The thing I wish about Grace is that she'd quit throwing words around all the time. Just once I wish she'd stop talking and just kiss, or get drunk, or laugh like hell.

But I can hear that she's starting to feel sorry for me. So I say “Yeah,” real pitiful. Grace has this social worker side, where she likes to fix people. I can't complain—it's the main thing that keeps her from dumping me every time she gets mad.

“The physical stuff…it's just happening too fast. Faster than the emotional part. I'm not ready for…I think…” She takes a deep breath. “I just think we're moving too quickly.”

Too quickly? If I went any slower, we'd be going backward!

“What I'd like…what I want…” Her voice gets so low, I have to lean closer to hear. “…is to just back off on some of the physical stuff for a while.” She doesn't look super-intelligent right now; she looks shy. “I mean,
we can still go out and everything. Just not…you know.”

“No. I don't know. What do you mean—I can't touch you?”

“I don't mean that. We can kiss and stuff.”

“Stuff?”

Grace is real big on using the exact perfect dictionary word—except when it comes to sex. Then she doesn't like to even admit people have
parts
.

Grace has always been a little uptight.

“I don't know. I just want to feel more in control.”

What? She just said she wanted to be swept away!

Okay, okay. I already knew she's afraid of sex. She's not only afraid of sex, she's afraid because I make her
want
to have sex.

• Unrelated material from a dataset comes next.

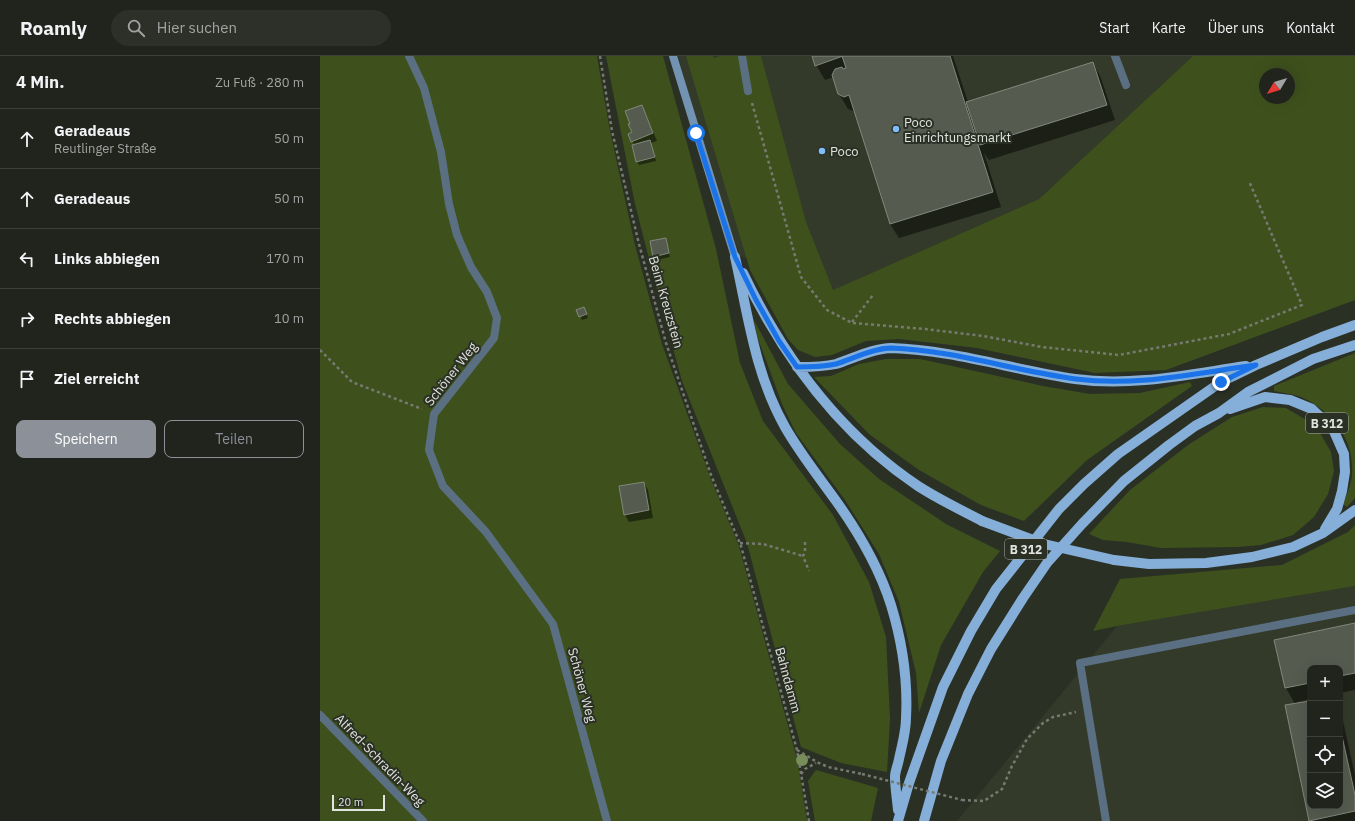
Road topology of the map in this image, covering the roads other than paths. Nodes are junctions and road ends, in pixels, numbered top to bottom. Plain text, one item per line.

And I do make her want to have sex. I know I do.

Okay. Same old same old. She's just innocent, that's all. She's a virgin. So am I. This is good. Isn't it?

Can we take it slower? God!—even slower than we have been? Is that possible? But no, I can do it. Right? I love her. I can't stand being without her. I can do this.

Can't I?

She's looking up at me, waiting. It's my cue.

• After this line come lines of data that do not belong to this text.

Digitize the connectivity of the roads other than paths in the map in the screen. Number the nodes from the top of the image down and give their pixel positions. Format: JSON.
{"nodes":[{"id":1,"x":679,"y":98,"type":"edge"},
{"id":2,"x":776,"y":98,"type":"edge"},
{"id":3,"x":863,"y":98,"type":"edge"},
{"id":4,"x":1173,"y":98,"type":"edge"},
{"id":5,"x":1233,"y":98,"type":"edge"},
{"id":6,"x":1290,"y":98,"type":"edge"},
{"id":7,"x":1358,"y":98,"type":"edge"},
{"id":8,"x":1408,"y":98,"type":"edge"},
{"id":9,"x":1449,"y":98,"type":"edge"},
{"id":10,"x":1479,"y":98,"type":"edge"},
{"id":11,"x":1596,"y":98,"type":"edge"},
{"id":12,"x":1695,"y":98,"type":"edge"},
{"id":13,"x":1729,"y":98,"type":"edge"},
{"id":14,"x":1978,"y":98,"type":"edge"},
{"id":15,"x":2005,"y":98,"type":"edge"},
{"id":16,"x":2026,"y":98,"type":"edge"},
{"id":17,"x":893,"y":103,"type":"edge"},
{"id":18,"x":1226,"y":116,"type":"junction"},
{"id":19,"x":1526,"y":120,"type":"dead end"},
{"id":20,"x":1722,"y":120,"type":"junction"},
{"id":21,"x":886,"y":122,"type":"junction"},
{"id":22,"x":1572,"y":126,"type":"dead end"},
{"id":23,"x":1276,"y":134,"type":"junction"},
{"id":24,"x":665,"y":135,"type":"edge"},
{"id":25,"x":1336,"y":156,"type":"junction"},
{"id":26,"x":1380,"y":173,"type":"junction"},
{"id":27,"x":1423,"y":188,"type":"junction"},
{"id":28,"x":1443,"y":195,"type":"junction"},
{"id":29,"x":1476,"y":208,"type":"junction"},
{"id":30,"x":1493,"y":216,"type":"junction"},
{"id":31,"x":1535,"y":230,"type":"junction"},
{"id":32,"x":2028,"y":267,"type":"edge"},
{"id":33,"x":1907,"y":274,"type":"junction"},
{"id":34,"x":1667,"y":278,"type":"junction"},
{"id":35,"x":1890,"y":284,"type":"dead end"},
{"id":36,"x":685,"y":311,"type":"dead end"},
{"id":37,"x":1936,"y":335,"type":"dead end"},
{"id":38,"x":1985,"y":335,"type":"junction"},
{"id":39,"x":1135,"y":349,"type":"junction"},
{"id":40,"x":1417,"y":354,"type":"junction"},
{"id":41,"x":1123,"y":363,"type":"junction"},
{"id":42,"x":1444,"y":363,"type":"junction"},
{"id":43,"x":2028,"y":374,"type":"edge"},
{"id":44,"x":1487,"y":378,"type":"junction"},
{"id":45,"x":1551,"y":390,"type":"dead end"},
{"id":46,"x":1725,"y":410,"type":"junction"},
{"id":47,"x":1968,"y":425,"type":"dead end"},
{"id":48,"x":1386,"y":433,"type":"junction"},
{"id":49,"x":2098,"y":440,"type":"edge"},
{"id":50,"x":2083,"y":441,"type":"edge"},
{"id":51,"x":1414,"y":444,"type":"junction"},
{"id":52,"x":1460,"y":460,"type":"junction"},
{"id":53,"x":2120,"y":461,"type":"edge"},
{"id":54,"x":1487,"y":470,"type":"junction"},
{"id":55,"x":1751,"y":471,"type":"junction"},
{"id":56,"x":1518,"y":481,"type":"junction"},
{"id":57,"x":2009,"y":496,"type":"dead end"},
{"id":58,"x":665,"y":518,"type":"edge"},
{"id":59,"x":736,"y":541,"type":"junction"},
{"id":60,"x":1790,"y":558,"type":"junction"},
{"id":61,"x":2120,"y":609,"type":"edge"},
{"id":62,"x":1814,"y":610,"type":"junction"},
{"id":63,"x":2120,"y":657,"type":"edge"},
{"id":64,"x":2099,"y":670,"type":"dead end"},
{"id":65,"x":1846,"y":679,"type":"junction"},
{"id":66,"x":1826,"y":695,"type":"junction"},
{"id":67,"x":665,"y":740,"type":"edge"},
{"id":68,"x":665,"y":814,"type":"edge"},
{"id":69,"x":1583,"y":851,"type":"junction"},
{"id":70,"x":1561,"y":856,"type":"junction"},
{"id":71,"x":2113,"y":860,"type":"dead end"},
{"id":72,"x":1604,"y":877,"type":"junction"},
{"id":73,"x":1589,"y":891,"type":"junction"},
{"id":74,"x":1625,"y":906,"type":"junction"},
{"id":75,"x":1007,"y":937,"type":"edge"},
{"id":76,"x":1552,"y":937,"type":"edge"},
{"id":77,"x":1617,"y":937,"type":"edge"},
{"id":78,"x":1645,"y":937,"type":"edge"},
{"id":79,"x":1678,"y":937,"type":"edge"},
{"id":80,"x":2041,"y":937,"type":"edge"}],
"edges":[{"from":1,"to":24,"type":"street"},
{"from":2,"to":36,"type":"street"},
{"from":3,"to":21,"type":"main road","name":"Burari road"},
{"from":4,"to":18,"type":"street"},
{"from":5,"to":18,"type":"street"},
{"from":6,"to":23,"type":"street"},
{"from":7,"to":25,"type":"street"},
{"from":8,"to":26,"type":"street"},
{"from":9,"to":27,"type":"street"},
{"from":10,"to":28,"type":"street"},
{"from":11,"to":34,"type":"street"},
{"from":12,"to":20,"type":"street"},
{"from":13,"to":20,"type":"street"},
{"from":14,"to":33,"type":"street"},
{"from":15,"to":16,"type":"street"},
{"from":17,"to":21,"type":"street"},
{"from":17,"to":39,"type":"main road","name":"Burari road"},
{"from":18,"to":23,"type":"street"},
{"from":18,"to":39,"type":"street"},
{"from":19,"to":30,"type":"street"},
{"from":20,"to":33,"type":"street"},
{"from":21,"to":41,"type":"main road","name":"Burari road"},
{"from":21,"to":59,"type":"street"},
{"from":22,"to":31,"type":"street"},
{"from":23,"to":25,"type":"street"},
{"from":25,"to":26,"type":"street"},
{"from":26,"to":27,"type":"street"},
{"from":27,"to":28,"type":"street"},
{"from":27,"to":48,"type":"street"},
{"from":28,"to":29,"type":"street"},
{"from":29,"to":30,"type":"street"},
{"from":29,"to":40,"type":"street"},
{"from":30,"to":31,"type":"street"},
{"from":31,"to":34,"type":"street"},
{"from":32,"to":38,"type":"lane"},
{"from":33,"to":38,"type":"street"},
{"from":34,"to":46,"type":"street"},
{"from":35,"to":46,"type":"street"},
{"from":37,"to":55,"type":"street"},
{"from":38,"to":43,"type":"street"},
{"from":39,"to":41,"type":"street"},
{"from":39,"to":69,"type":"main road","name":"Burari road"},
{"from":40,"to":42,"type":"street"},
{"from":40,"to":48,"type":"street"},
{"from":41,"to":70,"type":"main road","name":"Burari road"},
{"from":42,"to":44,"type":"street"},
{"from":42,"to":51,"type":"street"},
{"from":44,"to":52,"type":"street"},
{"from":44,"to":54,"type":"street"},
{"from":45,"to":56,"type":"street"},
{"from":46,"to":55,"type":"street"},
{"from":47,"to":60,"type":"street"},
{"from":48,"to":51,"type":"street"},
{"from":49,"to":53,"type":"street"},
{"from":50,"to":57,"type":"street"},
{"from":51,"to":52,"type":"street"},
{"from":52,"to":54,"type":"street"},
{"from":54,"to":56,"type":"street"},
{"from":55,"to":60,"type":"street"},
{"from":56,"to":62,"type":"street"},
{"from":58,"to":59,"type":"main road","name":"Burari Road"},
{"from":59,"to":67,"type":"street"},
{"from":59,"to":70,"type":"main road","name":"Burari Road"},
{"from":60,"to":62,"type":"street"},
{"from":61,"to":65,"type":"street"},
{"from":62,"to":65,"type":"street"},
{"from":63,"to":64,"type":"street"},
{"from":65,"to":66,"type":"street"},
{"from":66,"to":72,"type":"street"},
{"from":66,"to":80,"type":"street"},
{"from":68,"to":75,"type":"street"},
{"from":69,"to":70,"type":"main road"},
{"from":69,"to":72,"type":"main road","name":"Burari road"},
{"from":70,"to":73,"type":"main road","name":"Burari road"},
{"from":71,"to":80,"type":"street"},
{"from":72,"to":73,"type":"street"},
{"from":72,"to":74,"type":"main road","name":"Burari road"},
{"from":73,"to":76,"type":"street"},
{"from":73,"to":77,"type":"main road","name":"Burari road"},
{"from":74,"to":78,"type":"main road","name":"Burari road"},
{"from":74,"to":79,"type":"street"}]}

Even just being with her, I feel like something has loosened. I realize that I'm breathing again, nice and deep. That my breath has been caught in my chest for
two days—I can't even breathe right unless I have her.

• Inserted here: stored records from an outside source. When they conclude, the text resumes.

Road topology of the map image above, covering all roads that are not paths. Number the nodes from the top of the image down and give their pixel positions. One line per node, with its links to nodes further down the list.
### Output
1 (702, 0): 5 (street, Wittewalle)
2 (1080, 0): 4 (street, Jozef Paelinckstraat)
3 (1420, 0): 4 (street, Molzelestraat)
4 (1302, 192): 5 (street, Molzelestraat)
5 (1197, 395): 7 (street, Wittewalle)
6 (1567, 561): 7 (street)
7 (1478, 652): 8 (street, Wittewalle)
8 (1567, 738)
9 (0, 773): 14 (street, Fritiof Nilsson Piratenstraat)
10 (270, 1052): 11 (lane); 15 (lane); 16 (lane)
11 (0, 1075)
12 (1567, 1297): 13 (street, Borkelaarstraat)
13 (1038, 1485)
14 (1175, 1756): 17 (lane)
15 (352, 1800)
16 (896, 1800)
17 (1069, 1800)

“We won't do anything you don't want to do,” I agree. “You're the boss.”

I'm looking down at her, and her eyes are locked onto mine, a little worried, and she doesn't know what to do either, I can tell. God! I want to kiss her. Is that okay? Probably. Is it? Tongues? Maybe. Should I lean in?

“You got new cologne,” Grace says into the silence. It's a hint to get closer.

But holy crap! I'm not wearing any cologne.

What she smells is Silver's perfume.

“Um. Thanks,” I say, taking a step backward. “It's not really mine. It's a sample. I got it in the mail.”

The door opens behind her, and Mrs. Garcetti pokes her head out. “Grace, I need you to stir! Colt?” her mother's head adds. “We're making candy. Want to help?”

“Um, no. No thanks. I've got to go. I've got…homework.” Mrs. Garcetti smiles. “Can't you—” She breaks off, sniffing. “Uh-oh!” she says, and her head disappears, and as the door shuts again, I smell a funny smell coming from inside, like charcoal and syrup.

“So. I guess I'll see you tomorrow,” I tell Grace.

“Tomorrow,” Grace echoes. And after another second where I don't know what to do and she's just standing there, she turns and walks back inside.

The glass storm door shuts behind her. Her back is straight, her hair's silk or whatever that shiny stuff is that prom dresses are made of, and it swings a little with each step, brushing the back of her neck. Her rear end sways too, back and forth. Her waist swoops in and then out again, and her jeans are old and soft-looking. They follow every curve and valley, over her hips, down and around and between her legs.

This is how you know when you're really messed up. When the girl you love thinks you're a moron, is afraid of having sex with you, and you still can't stop wanting her.